Paul nodded mutely, keeping pace with her through the maze of alleyways. His mind kept circling back to the photograph of him and Sam. When had it been taken? Where? What were he and Sam doing? The details seemed important somehow. Get a grip, he told himself. But how had they got hold of it? He imagined them going through the closets of his brother’s room at college, handling his clothes, pulling pictures from the bulletin board. Paul suddenly felt afraid.

“Runaway brother,” Monica was muttering. “What crap!”

“Why are they carrying guns?” he said. “What’s the point of guns?”

“You tell me. Maybe they want something your brother has.”

“What do you know about the water?”

“What are you talking about?” She looked at him, surprised.

“It’s got to have something to do with the water. He said there was something strange about it.”

“It’s polluted. Nothing lives in it. You can’t drink it.”

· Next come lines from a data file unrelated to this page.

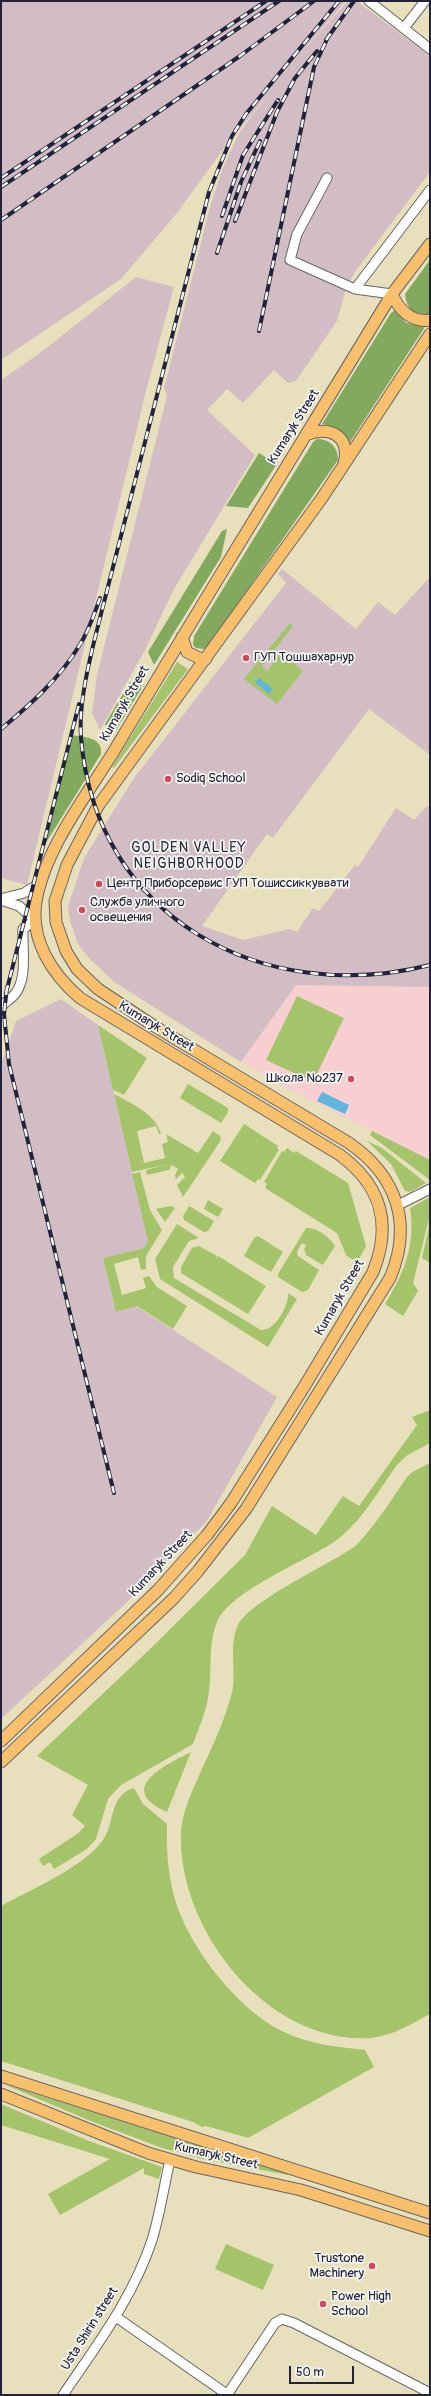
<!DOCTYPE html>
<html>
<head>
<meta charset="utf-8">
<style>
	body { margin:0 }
	#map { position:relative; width:431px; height:2396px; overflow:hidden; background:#e8e0bd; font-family:Pangolin,sans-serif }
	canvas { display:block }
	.frame { position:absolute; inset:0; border:2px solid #22223b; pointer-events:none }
	.scale { position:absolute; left:289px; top:2366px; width:65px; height:18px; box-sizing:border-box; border:2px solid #22223b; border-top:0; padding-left:5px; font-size:12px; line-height:14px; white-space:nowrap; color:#22223b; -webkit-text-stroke:3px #f6f6f2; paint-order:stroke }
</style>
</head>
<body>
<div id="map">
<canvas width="431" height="2396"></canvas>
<div class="frame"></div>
<div class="scale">50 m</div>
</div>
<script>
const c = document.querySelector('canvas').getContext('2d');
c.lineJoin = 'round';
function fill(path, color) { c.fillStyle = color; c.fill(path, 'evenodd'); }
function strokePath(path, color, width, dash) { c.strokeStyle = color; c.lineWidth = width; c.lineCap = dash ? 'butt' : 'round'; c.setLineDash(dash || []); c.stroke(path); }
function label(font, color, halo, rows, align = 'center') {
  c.font = font + ' Pangolin,sans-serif'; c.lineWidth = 3.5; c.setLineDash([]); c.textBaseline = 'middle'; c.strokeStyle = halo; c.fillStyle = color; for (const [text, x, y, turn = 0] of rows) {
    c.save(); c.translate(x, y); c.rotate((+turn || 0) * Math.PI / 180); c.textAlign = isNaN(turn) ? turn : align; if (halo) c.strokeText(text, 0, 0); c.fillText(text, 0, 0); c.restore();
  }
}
const built = new Path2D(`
	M296,985L430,987V1160L302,1096L241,1062Z`);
const industrial = new Path2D(`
	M1,1H346L302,52L348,1H357L430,56V172L357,269L347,286L337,321L296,381L288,383L274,370L243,403L227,389L207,410L255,455L174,589L145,650L100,730L92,713L97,675L167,396L164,388L210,207L222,170L239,133L270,92L222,151L177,213L121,279L1,360Z
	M136,277L174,287L147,387L27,885L1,878V380L40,353Z
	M282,569L356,629L378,602L395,615L430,577V755L369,709L273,838L267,834L202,926L243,940L290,929L297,932L313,908L319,911L355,865L358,867L396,808L414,820L427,806L430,807V987L296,985L241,1062L114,982L88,957L78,944L70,921L68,907L84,858L134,778L286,583L278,574Z
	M61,999L98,1025L148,1241L144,1248L103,1258L116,1312L136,1306L277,1397L207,1521L125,1604L1,1719V1064L16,1021Z`);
const green = new Path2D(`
	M290,623L293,626L262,666L267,671L281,652L303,671L277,704L244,679Z
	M177,662L188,669L114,768L112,767Z
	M297,996L344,1018L313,1082L266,1060Z
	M98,1025L147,1058L124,1095L113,1090Z
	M188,1084L228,1108V1112L221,1123L180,1098Z
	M114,1094C132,1104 155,1113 161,1134H159L156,1126L137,1131L144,1163L165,1158L162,1144L168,1142L166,1134L198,1153L213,1131L220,1136L221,1140L183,1197L177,1185L185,1177L182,1173L176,1179L175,1175L178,1169L172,1165L169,1170L147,1175L146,1170L168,1164L132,1172Z
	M244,1124L278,1146L277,1148L279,1150L260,1180L258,1179L255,1183L220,1161Z
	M372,1131L430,1160V1180L370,1135Z
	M367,1141L382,1148L426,1183L410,1192L405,1191L391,1164Z
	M287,1148L294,1153L296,1151L348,1183L366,1246L357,1263L346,1255L337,1233L265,1188L267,1184L264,1182L282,1151L284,1152Z
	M140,1172L150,1210L162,1230L146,1256V1269L141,1270L138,1257L114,1264L122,1295L146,1288L143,1278L149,1276L157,1287L187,1306L173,1329L137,1306L116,1312L103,1258L144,1248L148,1241L132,1174Z
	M430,1197V1215L413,1283L418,1291L403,1316L385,1304C404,1273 416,1245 410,1208Z
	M208,1200L223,1209L218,1217L204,1209Z
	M171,1206L175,1208L165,1222L156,1209Z
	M189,1206L214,1221L208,1231L204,1232L184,1220L183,1216Z
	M430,1222V1263L422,1258Z
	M177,1224L199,1238L189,1241L173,1267L174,1278L261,1330C275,1331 289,1306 288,1293L297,1299L268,1347L160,1279L155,1259Z
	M306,1228C316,1227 330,1237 335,1246L323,1265L306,1255L304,1249L306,1245L302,1243L297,1252L298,1256L319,1270L308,1290L302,1292L278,1277V1274Z
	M258,1236L283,1252L271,1272L244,1256L254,1238Z
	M199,1246L217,1256L215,1260L218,1256L266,1286L248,1314L181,1273V1267L192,1248Z
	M430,1410V1443L406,1456L397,1465C378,1491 361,1523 334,1542C306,1561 230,1591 217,1622C208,1643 212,1670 209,1692C207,1710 199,1727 193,1744L121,1785L108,1799L96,1839L87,1849L54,1869L50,1862L43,1866L39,1859L77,1834L85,1826L72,1815L88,1785L37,1756L149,1650L245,1555L272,1506L316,1535L343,1496L359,1506L417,1425L412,1417Z
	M430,1463V2014C411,2024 392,2036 371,2038C267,2045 177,1929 181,1832C182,1811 193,1790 201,1771C213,1745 225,1720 232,1692C237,1671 228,1646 238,1625C250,1601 328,1565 354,1547C366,1537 387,1507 396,1493C401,1487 405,1478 411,1473C417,1469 424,1466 430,1463Z
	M191,1752L167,1812C115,1789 165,1765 191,1752Z
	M134,1788L143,1804L167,1824C166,1848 168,1873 174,1896C187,1945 237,2009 282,2031C308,2044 336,2047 365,2050L374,2067L248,2138L206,2126L202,2127L193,2122L1,2061V1906C30,1890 84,1867 103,1840C115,1823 109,1795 134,1788Z
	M1,2083L288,2174V2175L203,2159L162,2148L93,2122Z
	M1,2104L89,2141L162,2167L159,2179L144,2174V2168L60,2215L48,2194L110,2159L1,2125Z
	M226,2244L274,2265L263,2290L215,2269Z`);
const forest = new Path2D(`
	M430,260V315C414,318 406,308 405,294Z
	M395,310L406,323L425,327L350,442L339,429L322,424L391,313Z
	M317,439C330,439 338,447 338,460L208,646L204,649L196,648L193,645L194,636L313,442Z
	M259,453L277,464L248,508L226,506Z
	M227,529L221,557L154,665L148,652L222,531Z
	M135,681L141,685V689L116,730L108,731L105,724L130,682Z
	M71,735C84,737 103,737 101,754L44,846Z`);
const water = new Path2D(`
	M259,678L273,689L269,694L255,682Z
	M322,1092L349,1105L345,1114L317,1101Z`);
const minor = new Path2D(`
	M369,1L430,49
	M404,28L425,1
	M327,178L297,234L290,260L355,289
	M392,294L355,289L430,190
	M1,899L24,893L41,882
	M1,900L19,906L35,920L23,929C22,948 28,978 15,994C11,999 5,1002 1,1007
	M398,1205L430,1189
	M116,2317L228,2395
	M63,2395C96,2346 133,2298 152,2240C160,2214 164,2186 170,2160
	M227,2395L275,2323L282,2319L294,2323L430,2393`);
const major = new Path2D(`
	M392,294C399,310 412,323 430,320
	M306,435C330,425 351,436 344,464
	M182,637L187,652L199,658L206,659
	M1,1741L158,1590L207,1535L231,1503L304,1387L373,1272C392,1225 382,1186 340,1155L80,998C52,974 30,940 36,902C45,847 89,793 117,746C207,595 300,445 392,294L430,244
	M1,1762L174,1598L198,1571L246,1509L390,1278C413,1224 397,1176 349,1143L154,1026L98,989L77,969L66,951L56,922L55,901L67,865L98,806L322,498L430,334
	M1,2076L430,2213
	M1,2094L148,2153L196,2167L301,2190L430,2231`);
const rail = new Path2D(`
	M339,1L246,114L232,136L209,192L101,614C92,650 78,701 81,737C95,918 263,1007 430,965
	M326,40L354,1
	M1,178L266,1
	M1,187L279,1
	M222,216L243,155L278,100
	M1,220L240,56L314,1
	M235,221L277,112L295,78L317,51
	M217,253L241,182L260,141
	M259,331L314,67L329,35
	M1,729C30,705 60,678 79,646C89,631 94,614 100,598
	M7,987L4,1014L9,1064L114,1493
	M6,993L79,704`);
const markers = [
	[246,658,4,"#d1495b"],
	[168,779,4,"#d1495b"],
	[99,884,4,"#d1495b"],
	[82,910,4,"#d1495b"],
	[351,1079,4,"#d1495b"],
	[372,2266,4,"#d1495b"],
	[323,2304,4,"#d1495b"]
];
const streetNames = [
	["Kumaryk Street",294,427,-58],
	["Kumaryk Street",125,704,-60],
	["Kumaryk Street",156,1027,31],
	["Kumaryk Street",340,1298,-60],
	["Kumaryk Street",161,1564,-47],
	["Kumaryk Street",216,2156,13],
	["Usta Shirin street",90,2329,-58]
];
const poiNames = [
	["ГУП Тошшахарнур",254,658],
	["Sodiq School",176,779],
	["Центр Приборсервис ГУП Тошиссиккуввати",107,884],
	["Служба уличного",90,903],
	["освещения",90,918],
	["Школа №237",343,1079,"right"],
	["Trustone",364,2259,"right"],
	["Machinery",364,2274,"right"],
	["Power High",331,2297],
	["School",331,2312]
];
const neighbourhoodNames = [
	["GOLDEN VALLEY",189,848],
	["NEIGHBORHOOD",189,864]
];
fill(built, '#f7cfd0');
fill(industrial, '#d2bdc5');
fill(green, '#a4c36b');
fill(forest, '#83a95f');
fill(water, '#5fb5dc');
strokePath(minor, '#676468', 11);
strokePath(major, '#676468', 13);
strokePath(minor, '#fff', 9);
strokePath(major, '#f8bf6c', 11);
strokePath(rail, '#22223b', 4);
strokePath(rail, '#f6f6f2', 2.5, [8]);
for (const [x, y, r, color] of markers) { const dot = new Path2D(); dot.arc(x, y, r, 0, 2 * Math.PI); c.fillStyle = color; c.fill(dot); strokePath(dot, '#f6f6f2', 1.5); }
label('13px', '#22223b', '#f6f6f2', streetNames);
label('13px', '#22223b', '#f6f6f2', poiNames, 'left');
c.letterSpacing = '1px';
label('14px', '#22223b', '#f6f6f2', neighbourhoodNames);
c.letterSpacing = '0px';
</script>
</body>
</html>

“He found something new. He didn’t say what.”

“What was it about the water?” she asked fiercely. “What are you so afraid of?”

“That he’ll kill himself.”

He was almost as surprised as she was.

“What?”

He shook his head. “It was a stupid thing to say.”

“Why would he do that? Because he got beat up at school?”

Paul didn’t have time to answer. Three kids slid out from an alcove on the jetty, mean looking, all wearing ripped-to-hell black jeans, shredded at the seams and held together with safety pins and staples. Torn shirts hung down past worn-out jackets; metal-toed boots sounded against the planking. He felt his jaw tense, sweat prickle under his arms. Monica touched his hand lightly. Let me handle this.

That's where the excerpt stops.